The job creation target will be reduced below 90 lakh from the initial projection of 1.13 crore for the next five fiscal years until June 2025, according to planning ministry officials.
The average GDP growth target will be refixed at 7.3 per cent in place of the originally-projected 8 per cent plus for the period, they said.
Economists observed that the projections were unrealistic since the private sector, the main driving force of the economy, was shy of making investments due to the bureaucratic hassles and as there was no real progress in ease of doing business.
General Economics Division member Dr Shamsul Alam on Saturday told New Age that job creation would face challenges due to the ongoing automation and technology adoption processes and the prolonged virus pandemic.
He said that the projected new job creation target was slightly lower than 95 lakh, projected in the seventh five-year plan that expired in June 2020.
He hoped that GDP growth might bounce back to 8 per cent in FY2022 resulting from the implementation of the stimulus packages and the projected recovery of the manufacturing, service and agriculture sectors.
GED officials expected that the new-five year plan, harmonised with the 2021–41 perspective plan, would be finalised by the government next month.
Former caretaker government adviser Mirza Azizul Islam pointed out that the targets projected in the previous plans were never achieved.
Even the GDP growth at 5.2 per cent in the previous 2019–20 fiscal year, hit hard by the coronavirus pandemic, raised huge doubt, he said.
He noted that it would be an uphill task to jack up private investment to 35 per cent, a key condition to achieve an 8 per cent GDP growth.
Quoting the draft five-year plan, the GED officials said that private-sector investment was projected to grow to 22.5 per cent of the GDP in the current fiscal year and to 28.2 per cent of the GDP in FY25.
Former World Bank Dhaka office chief economist Zahid Hussain on Sunday said that the private-sector investment projections were very good like in the previous five-year plan.
But the strategies to meet the investment targets are more important, he noted.
The lack of progress in implementing reforms to better the ease-of-doing-business indicators, in establishing one-stop service and in removing the bureaucratic hassles will impede private-sector investment, he observed.
The private sector that creates around 95 per cent of the country’s annual jobs is now cutting its manpower to cope with the economic fallout from the lingering COVID-19 pandemic.

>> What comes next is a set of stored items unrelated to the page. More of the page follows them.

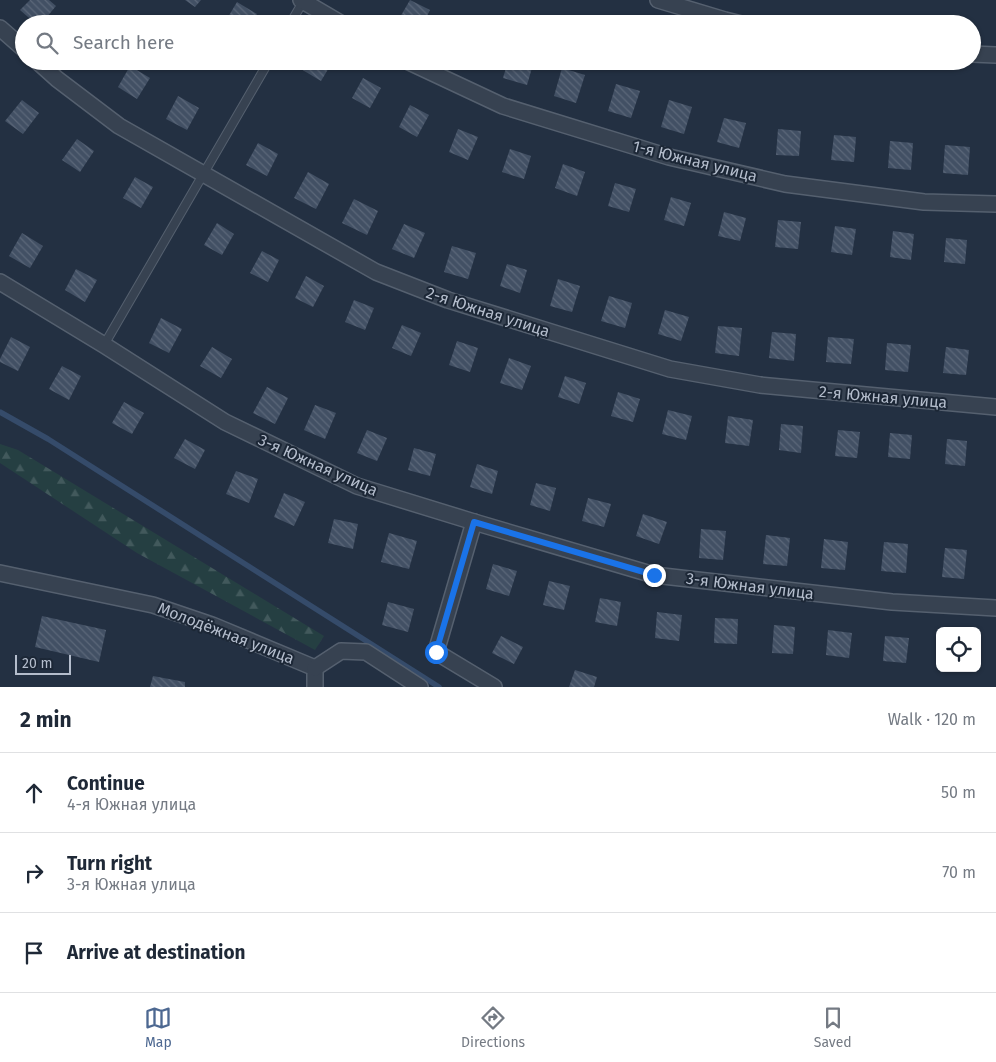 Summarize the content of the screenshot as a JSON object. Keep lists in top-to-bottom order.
{
  "streets": {
    "street": [
      "1-я Южная улица",
      "2-я Южная улица",
      "3-я Южная улица",
      "Молодёжная улица"
    ]
  },
  "scale_bar": "20 m",
  "page": {
    "search": "Search here",
    "scale": "20 m",
    "heading": ["2 min", "Walk · 120 m"],
    "list": [
      ["Continue", "4-я Южная улица", "50 m"],
      ["Turn right", "3-я Южная улица", "70 m"],
      "Arrive at destination"
    ],
    "nav": ["Map", "Directions", "Saved"]
  }
}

Every year 21 lakh people join the country’s workforce while only 13 lakh jobs are created.
A large number of unemployed youths seek jobs in the oil-rich Arab countries every year, but these countries too have kept their doors shut to the foreign workers due to COVID-19.
Bangladesh Association of International Recruiting Agencies general secretary Shameem Ahmed Chowdhury Noman said that no new job was created in the Kingdom of Saudi Arabia in last five months.
The Bangladesh Bank in a recent report said that manpower export, which fetched a record remittance of $18.21 billion in the 2019-20 fiscal year, was still facing risks due to uncertainties in the global economy.
The First Five-Year Plan was launched in July 1973 and it was followed by a Two-Year Plan in 1978-80.
In 1980, the Five-Year Plan framework was reinstated.
From 2002–03 to 2009-10, a three-year Poverty Reduction Strategy was followed.
The present government has switched back to the five-year plan strategy after returning to power in 2009.